Records supplied:
▬▬▬▬▬▬
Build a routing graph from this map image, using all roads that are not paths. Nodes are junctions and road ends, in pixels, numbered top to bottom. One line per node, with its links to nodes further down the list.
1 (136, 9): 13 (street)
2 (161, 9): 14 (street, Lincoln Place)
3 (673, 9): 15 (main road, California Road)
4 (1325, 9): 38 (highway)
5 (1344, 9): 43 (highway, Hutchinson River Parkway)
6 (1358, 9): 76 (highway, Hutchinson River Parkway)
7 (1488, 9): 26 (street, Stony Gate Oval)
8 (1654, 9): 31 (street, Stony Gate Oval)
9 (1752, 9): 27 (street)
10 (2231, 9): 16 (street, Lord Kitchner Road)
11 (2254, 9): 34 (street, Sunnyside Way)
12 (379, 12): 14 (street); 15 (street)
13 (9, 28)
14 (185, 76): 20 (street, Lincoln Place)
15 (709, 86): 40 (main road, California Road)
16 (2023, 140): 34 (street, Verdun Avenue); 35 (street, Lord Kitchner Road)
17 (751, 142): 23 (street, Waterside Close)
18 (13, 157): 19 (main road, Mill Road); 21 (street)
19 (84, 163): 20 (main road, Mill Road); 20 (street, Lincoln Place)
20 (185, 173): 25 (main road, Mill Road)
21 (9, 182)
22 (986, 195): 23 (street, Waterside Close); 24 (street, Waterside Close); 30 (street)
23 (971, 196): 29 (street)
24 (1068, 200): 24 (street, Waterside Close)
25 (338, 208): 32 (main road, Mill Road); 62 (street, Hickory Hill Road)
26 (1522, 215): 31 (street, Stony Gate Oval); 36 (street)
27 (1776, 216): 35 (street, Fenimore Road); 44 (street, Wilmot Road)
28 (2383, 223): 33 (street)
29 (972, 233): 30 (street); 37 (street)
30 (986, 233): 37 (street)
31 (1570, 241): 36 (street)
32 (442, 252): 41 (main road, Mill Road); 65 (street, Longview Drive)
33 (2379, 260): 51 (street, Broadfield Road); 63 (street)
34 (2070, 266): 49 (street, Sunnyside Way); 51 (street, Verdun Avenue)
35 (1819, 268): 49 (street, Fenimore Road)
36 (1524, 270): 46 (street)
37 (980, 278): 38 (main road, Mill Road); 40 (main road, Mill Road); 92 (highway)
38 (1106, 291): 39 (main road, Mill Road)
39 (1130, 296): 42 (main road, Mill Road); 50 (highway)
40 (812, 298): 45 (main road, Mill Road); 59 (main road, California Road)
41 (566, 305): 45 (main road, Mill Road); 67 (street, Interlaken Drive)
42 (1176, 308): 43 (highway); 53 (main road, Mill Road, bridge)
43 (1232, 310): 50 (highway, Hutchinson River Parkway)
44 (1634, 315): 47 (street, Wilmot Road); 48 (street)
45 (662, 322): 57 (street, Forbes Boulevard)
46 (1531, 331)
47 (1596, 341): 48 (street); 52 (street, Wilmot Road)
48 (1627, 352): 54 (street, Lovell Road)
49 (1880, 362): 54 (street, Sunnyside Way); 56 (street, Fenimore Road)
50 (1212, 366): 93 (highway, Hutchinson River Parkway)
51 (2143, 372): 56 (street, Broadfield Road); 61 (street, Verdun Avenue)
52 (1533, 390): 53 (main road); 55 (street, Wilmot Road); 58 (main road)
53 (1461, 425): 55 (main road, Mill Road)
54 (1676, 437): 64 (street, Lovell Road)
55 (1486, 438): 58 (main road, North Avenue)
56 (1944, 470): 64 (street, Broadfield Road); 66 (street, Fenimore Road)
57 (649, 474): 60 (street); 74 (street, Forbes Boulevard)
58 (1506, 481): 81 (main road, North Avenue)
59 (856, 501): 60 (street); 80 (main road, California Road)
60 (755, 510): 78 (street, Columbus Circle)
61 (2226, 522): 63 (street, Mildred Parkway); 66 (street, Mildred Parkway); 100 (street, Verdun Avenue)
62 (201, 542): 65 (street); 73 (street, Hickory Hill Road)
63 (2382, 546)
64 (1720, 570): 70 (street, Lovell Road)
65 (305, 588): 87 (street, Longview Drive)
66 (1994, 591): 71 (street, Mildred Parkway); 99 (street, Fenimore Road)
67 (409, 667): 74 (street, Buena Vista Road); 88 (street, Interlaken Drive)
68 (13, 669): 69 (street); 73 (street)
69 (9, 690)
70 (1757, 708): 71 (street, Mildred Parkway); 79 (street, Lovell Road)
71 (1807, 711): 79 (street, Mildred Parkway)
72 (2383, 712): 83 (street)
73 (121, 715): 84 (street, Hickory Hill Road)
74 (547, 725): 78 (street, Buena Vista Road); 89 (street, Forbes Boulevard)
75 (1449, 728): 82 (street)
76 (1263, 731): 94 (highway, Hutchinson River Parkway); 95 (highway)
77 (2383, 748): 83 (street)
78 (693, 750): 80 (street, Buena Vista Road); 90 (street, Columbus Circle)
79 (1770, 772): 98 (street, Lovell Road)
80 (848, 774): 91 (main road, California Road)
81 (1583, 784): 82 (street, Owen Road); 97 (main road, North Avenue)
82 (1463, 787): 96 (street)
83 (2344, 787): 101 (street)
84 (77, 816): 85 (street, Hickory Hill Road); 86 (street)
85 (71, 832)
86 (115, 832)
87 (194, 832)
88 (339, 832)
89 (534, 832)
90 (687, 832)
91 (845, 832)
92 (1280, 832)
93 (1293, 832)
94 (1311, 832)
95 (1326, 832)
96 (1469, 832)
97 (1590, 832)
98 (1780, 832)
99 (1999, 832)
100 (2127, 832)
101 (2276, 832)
▬▬▬▬▬▬
Work task: Could the entries above be output once more, exactly as they are?

Response:
Build a routing graph from this map image, using all roads that are not paths. Nodes are junctions and road ends, in pixels, numbered top to bottom. One line per node, with its links to nodes further down the list.
1 (136, 9): 13 (street)
2 (161, 9): 14 (street, Lincoln Place)
3 (673, 9): 15 (main road, California Road)
4 (1325, 9): 38 (highway)
5 (1344, 9): 43 (highway, Hutchinson River Parkway)
6 (1358, 9): 76 (highway, Hutchinson River Parkway)
7 (1488, 9): 26 (street, Stony Gate Oval)
8 (1654, 9): 31 (street, Stony Gate Oval)
9 (1752, 9): 27 (street)
10 (2231, 9): 16 (street, Lord Kitchner Road)
11 (2254, 9): 34 (street, Sunnyside Way)
12 (379, 12): 14 (street); 15 (street)
13 (9, 28)
14 (185, 76): 20 (street, Lincoln Place)
15 (709, 86): 40 (main road, California Road)
16 (2023, 140): 34 (street, Verdun Avenue); 35 (street, Lord Kitchner Road)
17 (751, 142): 23 (street, Waterside Close)
18 (13, 157): 19 (main road, Mill Road); 21 (street)
19 (84, 163): 20 (main road, Mill Road); 20 (street, Lincoln Place)
20 (185, 173): 25 (main road, Mill Road)
21 (9, 182)
22 (986, 195): 23 (street, Waterside Close); 24 (street, Waterside Close); 30 (street)
23 (971, 196): 29 (street)
24 (1068, 200): 24 (street, Waterside Close)
25 (338, 208): 32 (main road, Mill Road); 62 (street, Hickory Hill Road)
26 (1522, 215): 31 (street, Stony Gate Oval); 36 (street)
27 (1776, 216): 35 (street, Fenimore Road); 44 (street, Wilmot Road)
28 (2383, 223): 33 (street)
29 (972, 233): 30 (street); 37 (street)
30 (986, 233): 37 (street)
31 (1570, 241): 36 (street)
32 (442, 252): 41 (main road, Mill Road); 65 (street, Longview Drive)
33 (2379, 260): 51 (street, Broadfield Road); 63 (street)
34 (2070, 266): 49 (street, Sunnyside Way); 51 (street, Verdun Avenue)
35 (1819, 268): 49 (street, Fenimore Road)
36 (1524, 270): 46 (street)
37 (980, 278): 38 (main road, Mill Road); 40 (main road, Mill Road); 92 (highway)
38 (1106, 291): 39 (main road, Mill Road)
39 (1130, 296): 42 (main road, Mill Road); 50 (highway)
40 (812, 298): 45 (main road, Mill Road); 59 (main road, California Road)
41 (566, 305): 45 (main road, Mill Road); 67 (street, Interlaken Drive)
42 (1176, 308): 43 (highway); 53 (main road, Mill Road, bridge)
43 (1232, 310): 50 (highway, Hutchinson River Parkway)
44 (1634, 315): 47 (street, Wilmot Road); 48 (street)
45 (662, 322): 57 (street, Forbes Boulevard)
46 (1531, 331)
47 (1596, 341): 48 (street); 52 (street, Wilmot Road)
48 (1627, 352): 54 (street, Lovell Road)
49 (1880, 362): 54 (street, Sunnyside Way); 56 (street, Fenimore Road)
50 (1212, 366): 93 (highway, Hutchinson River Parkway)
51 (2143, 372): 56 (street, Broadfield Road); 61 (street, Verdun Avenue)
52 (1533, 390): 53 (main road); 55 (street, Wilmot Road); 58 (main road)
53 (1461, 425): 55 (main road, Mill Road)
54 (1676, 437): 64 (street, Lovell Road)
55 (1486, 438): 58 (main road, North Avenue)
56 (1944, 470): 64 (street, Broadfield Road); 66 (street, Fenimore Road)
57 (649, 474): 60 (street); 74 (street, Forbes Boulevard)
58 (1506, 481): 81 (main road, North Avenue)
59 (856, 501): 60 (street); 80 (main road, California Road)
60 (755, 510): 78 (street, Columbus Circle)
61 (2226, 522): 63 (street, Mildred Parkway); 66 (street, Mildred Parkway); 100 (street, Verdun Avenue)
62 (201, 542): 65 (street); 73 (street, Hickory Hill Road)
63 (2382, 546)
64 (1720, 570): 70 (street, Lovell Road)
65 (305, 588): 87 (street, Longview Drive)
66 (1994, 591): 71 (street, Mildred Parkway); 99 (street, Fenimore Road)
67 (409, 667): 74 (street, Buena Vista Road); 88 (street, Interlaken Drive)
68 (13, 669): 69 (street); 73 (street)
69 (9, 690)
70 (1757, 708): 71 (street, Mildred Parkway); 79 (street, Lovell Road)
71 (1807, 711): 79 (street, Mildred Parkway)
72 (2383, 712): 83 (street)
73 (121, 715): 84 (street, Hickory Hill Road)
74 (547, 725): 78 (street, Buena Vista Road); 89 (street, Forbes Boulevard)
75 (1449, 728): 82 (street)
76 (1263, 731): 94 (highway, Hutchinson River Parkway); 95 (highway)
77 (2383, 748): 83 (street)
78 (693, 750): 80 (street, Buena Vista Road); 90 (street, Columbus Circle)
79 (1770, 772): 98 (street, Lovell Road)
80 (848, 774): 91 (main road, California Road)
81 (1583, 784): 82 (street, Owen Road); 97 (main road, North Avenue)
82 (1463, 787): 96 (street)
83 (2344, 787): 101 (street)
84 (77, 816): 85 (street, Hickory Hill Road); 86 (street)
85 (71, 832)
86 (115, 832)
87 (194, 832)
88 (339, 832)
89 (534, 832)
90 (687, 832)
91 (845, 832)
92 (1280, 832)
93 (1293, 832)
94 (1311, 832)
95 (1326, 832)
96 (1469, 832)
97 (1590, 832)
98 (1780, 832)
99 (1999, 832)
100 (2127, 832)
101 (2276, 832)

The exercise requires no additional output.